The goal of this project is to analyse chat data with my girlfriend; apply statistical methods, graph theory, and other data science techniques.
Please note that this project is presented in knitted interactive .html
reports, you can obtain these by downloading them from this github repo at the directory ./reports or you can visit them hosted on my website at: https://www.derecksnotes.com/sharing/data-science-portfolio/ds-NLP-network-inference/
This project is broken up into three big sub-projects. The project structure is as follows:
- Text mining, statistical, and exploratory analysis: derecksnotes.com: text-analysis.html
- Word association network inference: derecksnotes.com: word-network-inference.html
- Word association/network topological analysis and visualisation: derecksnotes.com: word-network-analysis.html
- Bonus - interactive visualisation of network: derecksnotes.com: word-network-interactive.html
For a hosted presentation on my site visit: derecksnotes.com: ds-NLP-network-inference
Work on this project is done with:
- Modified multicore R language v4.0.2.
- RStudio v1.2.5019.
- "rwhatsapp" package is used for reading in the data.
- The statistical analysis done is inspired by its documentation and the O'Reilly book Text Mining with R by Julia Silge & David Robinson.
This chat data was collected between the dates of: 02 February 2020 - 20 September 2020.
The data shown and used here is a composite of chat data extracted from WhatsApp and Telegram. My girlfriend and I chat on both applications. The Telegram data was converted from a JSON format exported by Telegram Lite to a .txt
format to be used by "rwhatsapp" with a custom NodeJS application I wrote for this purpose. You can find the Telegram to WhatsApp converter here on GitHub as a separate project: dereckdemezquita/tl-telegram-data-formatter
In order to extract WhatsApp data go the the relevant chat, tap the top top bar of the chat with the name of the group/person, find the option called "Export Chat". In order to export Telegram data I recommend using "Telegram Lite" for Mac or an Android app, go to settings find the advanced options and select your desired exports; make sure to check export to JSON. All shown in the screen shots below:
Skills demonstrated in this project:
- Experience and advanced use of R language, R Notebooks, and Git/GitHub.
- Handling and cleaning unstructured data.
- Statistical analysis of text data, and natural language processing.
- Network inference with custom made algorithm.
- Graph theory; topological analysis.
- Graph theory; application of clustering algorithms:
- Edge betweenness (Girvan-Newman).
- Propagating labels detection.
- Fast greedy modularity optimisation.
- K-core decomposition.
- Story telling and clean presentation of a complex real world personal dataset.

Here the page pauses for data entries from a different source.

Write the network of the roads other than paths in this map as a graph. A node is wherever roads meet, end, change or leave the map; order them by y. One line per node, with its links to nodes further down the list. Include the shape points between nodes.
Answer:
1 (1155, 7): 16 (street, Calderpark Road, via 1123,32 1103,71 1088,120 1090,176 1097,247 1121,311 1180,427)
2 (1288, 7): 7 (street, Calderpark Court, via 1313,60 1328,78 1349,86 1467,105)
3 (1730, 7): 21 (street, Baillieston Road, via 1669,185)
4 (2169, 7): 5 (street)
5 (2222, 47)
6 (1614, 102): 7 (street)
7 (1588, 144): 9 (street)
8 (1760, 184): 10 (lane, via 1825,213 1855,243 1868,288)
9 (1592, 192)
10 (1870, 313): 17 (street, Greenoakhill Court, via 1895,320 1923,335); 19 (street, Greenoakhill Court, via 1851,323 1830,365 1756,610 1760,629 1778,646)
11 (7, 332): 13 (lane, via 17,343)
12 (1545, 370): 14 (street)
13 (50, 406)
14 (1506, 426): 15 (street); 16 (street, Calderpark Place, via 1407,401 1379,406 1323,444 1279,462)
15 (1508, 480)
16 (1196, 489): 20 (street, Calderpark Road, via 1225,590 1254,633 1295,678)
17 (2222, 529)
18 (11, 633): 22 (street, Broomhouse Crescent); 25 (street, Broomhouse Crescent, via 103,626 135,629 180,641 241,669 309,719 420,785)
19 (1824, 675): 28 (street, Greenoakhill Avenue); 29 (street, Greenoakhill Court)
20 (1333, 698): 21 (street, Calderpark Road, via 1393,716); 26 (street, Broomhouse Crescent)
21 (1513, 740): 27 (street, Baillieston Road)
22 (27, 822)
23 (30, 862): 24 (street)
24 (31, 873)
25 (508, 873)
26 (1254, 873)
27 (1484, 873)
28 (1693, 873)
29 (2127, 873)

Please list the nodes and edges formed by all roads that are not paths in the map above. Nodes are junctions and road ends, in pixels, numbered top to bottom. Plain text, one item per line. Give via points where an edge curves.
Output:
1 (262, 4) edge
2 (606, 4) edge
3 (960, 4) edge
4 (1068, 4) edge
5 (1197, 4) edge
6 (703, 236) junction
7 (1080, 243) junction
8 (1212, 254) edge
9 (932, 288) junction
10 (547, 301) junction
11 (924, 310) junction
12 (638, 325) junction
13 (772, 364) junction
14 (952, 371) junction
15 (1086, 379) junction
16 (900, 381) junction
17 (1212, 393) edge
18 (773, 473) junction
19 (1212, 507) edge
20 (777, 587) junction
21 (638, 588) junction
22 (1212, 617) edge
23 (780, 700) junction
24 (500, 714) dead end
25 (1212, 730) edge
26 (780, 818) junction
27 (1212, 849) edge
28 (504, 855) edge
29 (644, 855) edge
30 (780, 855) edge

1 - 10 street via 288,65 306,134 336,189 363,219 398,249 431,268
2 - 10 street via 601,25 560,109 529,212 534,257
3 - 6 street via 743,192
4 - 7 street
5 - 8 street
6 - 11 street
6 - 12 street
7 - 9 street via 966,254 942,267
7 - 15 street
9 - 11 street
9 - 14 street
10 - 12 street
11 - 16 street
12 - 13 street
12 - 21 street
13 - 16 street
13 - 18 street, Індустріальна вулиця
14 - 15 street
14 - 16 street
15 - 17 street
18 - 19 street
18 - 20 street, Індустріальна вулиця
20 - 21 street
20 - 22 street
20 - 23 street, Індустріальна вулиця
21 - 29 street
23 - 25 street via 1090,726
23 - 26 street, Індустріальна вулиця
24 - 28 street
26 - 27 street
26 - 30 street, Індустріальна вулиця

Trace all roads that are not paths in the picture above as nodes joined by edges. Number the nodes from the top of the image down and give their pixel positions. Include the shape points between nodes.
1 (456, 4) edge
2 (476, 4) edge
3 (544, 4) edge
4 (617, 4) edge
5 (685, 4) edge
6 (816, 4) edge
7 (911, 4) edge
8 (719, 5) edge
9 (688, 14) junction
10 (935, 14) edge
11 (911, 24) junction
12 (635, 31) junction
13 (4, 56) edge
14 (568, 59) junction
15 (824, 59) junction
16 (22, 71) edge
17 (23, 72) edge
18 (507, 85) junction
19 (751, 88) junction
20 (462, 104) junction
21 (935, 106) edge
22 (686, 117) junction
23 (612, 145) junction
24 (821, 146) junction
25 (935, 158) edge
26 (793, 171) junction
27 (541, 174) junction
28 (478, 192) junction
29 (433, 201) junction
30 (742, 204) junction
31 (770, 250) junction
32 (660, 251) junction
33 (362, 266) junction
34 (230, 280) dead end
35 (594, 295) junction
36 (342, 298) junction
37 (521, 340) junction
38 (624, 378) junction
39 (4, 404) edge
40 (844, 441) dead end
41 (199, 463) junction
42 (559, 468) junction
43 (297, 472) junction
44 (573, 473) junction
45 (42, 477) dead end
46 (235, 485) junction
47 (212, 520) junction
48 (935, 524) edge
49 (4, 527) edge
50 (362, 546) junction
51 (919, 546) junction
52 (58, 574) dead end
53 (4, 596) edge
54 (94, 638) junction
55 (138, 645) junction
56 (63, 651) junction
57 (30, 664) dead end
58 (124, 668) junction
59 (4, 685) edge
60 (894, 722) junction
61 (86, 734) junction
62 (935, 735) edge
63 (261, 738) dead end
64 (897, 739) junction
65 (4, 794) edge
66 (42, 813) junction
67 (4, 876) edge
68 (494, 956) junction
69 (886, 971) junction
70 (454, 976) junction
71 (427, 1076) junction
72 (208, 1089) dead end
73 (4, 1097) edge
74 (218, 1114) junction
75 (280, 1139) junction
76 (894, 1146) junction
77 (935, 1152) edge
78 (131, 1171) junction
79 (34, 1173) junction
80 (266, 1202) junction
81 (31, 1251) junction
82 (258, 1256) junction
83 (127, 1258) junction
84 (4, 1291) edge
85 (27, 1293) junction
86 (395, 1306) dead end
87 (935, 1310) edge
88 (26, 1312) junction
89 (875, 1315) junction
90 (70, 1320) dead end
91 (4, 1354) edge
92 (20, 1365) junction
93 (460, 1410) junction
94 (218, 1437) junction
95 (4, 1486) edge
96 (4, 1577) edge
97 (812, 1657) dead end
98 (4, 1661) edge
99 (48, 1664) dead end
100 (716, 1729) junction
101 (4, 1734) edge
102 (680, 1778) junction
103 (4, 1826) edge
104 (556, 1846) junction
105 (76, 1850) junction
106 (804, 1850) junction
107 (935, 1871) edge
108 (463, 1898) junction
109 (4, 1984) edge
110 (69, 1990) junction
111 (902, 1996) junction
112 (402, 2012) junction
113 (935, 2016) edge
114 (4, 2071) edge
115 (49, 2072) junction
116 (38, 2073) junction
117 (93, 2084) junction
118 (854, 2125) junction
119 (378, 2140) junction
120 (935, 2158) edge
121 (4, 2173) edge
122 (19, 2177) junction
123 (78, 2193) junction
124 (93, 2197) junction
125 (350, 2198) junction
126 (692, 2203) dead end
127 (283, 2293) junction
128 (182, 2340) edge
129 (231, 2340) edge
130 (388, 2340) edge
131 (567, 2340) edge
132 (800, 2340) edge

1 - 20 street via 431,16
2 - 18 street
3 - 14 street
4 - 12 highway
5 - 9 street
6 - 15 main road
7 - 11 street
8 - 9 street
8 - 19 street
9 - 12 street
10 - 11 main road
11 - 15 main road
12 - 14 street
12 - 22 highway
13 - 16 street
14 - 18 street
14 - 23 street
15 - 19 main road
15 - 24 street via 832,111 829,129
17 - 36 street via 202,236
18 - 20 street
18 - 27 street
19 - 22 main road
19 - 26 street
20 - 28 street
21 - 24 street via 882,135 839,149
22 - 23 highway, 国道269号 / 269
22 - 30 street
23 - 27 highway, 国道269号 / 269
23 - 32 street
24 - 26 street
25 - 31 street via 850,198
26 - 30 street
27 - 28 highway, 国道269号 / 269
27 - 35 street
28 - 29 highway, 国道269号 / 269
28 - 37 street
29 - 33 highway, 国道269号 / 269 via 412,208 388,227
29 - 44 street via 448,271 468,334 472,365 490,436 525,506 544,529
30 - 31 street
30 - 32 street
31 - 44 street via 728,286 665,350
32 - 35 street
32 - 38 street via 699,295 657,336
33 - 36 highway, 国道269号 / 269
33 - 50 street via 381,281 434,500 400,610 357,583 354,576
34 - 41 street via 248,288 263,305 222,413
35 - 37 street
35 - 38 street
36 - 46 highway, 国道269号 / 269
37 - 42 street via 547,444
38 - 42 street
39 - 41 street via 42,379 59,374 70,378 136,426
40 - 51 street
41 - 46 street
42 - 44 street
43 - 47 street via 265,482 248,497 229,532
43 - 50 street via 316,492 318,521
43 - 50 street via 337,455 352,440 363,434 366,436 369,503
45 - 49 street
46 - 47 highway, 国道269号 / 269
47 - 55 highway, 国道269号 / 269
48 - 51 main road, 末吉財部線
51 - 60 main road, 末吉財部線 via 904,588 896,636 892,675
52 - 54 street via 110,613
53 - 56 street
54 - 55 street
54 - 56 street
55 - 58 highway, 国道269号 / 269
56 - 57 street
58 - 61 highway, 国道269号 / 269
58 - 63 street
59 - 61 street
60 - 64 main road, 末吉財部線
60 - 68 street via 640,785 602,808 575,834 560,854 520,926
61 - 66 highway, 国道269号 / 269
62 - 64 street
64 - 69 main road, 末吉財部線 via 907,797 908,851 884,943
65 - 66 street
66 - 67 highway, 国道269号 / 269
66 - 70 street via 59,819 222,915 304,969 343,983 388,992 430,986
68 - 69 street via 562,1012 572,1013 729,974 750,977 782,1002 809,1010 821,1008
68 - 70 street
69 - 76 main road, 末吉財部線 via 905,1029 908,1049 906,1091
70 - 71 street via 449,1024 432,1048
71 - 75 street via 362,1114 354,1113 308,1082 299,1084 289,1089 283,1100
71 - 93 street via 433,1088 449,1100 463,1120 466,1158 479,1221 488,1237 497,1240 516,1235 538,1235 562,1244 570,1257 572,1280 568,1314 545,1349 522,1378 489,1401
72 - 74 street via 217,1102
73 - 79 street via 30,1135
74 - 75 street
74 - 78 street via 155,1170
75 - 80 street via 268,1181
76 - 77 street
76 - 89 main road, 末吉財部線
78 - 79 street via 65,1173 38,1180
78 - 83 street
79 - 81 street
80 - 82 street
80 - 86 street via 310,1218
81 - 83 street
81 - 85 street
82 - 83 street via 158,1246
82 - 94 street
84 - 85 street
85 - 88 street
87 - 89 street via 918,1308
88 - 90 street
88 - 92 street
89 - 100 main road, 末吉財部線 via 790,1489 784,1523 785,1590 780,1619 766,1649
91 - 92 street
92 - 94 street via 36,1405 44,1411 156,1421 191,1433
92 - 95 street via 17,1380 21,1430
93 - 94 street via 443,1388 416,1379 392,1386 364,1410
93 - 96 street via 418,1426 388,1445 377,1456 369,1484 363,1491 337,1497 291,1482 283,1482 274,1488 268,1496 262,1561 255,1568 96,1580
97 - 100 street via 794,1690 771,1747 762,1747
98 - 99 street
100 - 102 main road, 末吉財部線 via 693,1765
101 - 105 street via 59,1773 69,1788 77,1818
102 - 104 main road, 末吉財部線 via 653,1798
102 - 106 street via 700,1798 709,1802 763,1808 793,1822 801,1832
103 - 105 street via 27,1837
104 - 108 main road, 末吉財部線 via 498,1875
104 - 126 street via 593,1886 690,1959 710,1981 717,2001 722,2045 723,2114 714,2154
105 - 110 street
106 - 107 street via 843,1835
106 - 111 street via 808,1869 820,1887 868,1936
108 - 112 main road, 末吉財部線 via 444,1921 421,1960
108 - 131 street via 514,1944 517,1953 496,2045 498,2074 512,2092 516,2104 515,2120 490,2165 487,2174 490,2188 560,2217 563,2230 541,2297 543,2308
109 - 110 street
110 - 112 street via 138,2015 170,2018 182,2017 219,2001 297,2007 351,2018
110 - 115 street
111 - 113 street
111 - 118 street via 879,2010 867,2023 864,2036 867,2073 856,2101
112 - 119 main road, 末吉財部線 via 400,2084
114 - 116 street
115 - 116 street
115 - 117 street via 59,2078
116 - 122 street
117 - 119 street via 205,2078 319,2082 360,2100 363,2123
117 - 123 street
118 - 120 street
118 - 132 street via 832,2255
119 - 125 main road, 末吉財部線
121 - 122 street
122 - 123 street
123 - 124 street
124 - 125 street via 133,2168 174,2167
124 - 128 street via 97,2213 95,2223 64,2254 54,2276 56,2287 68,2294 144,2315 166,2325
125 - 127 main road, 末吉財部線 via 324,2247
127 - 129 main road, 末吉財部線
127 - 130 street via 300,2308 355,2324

Here are some the biggest hits (plots) from this project:
This data has been collected with the express informed consent of all participants; including that of my girlfriend - she's found this whole project quite cute and funny. Please note that this data has been cleaned and censored for privacy reasons. Only results from analysis of the data are shown, the raw data shall not be publicly available; as such privacy infringement is kept to a minimum.